May 27, 2004, 11:09 AM — BEA Systems Inc. showed off a prototype technology Wednesday that aims to extend the familiar Web browser and make it a more useful tool for people working on a laptop or handheld computer with only occasional Internet connectivity.
The goal is to create a "universal client platform" that will allow mobile workers to get as much use from their applications when they are travelling as they would when they have a permanent connection to the Internet, said Adam Bosworth, BEA's chief architect, in a speech at BEA's eWorld conference.
Dubbed Alchemy, the technology extends the idea of a Web browser by adding an additional memory cache for fetching and storing information that a user might want to view offline. It also includes a server component that handles synchronization requests from clients and can tap into other sources of data to complete transactions.
BEA has been working with several industry partners to develop Alchemy, including Nokia Corp. and Intel Corp., according to Bosworth. It will draw from existing standards as much as possible, including XML-based technologies such as XQuery, and when Alchemy is complete it will be made available on an open-source basis, he said.
BEA isn't looking to supplant Microsoft Corp.'s ubiquitous Internet Explorer Web browser. Instead, the technology would likely come in the form of a plug-in for existing browsers, said Erik Frieberg, a senior director of product marketing with BEA.

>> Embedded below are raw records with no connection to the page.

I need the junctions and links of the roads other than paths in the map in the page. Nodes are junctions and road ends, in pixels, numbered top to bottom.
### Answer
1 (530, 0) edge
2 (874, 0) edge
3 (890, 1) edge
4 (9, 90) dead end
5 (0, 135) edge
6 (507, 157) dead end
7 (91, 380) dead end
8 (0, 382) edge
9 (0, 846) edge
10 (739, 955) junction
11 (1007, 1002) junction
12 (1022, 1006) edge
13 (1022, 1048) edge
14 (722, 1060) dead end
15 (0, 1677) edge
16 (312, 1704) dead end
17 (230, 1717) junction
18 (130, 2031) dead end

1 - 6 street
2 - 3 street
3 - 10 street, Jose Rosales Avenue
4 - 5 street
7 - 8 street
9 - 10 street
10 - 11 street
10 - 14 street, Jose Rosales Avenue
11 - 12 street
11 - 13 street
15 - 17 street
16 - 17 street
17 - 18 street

Bosworth didn't offer a time frame for when Alchemy might find its way into product form, but suggested that work remains to be done. "It's not a product, it's a concept. We've basically proved to ourselves that this is a doable task," he said. He was joined on stage by his young son, an up and coming coder, who helped demonstrate the offline capabilities.
Besides making workers on the road more productive, Alchemy could help businesses cut costs by allowing them to develop an application once that could be delivered to all types of clients, Bosworth said. The server component of Alchemy includes templates that would tailor the application for the type of device being used.
Several vendors already offer client and server software for deploying applications to mobile devices. Sybase Inc.'s iAnywhere division is viewed by many analysts as the market leader, and also promises to let companies develop an application once and deploy it to multiple devices.
While Alchemy may overlap with some products already available, its breakthrough may be that it proposes a standard for the caching architecture that could be shared by other vendors. Most, if not all, existing products use proprietary cache technologies, said Shawn Willet, principal analyst with Current Analysis Inc.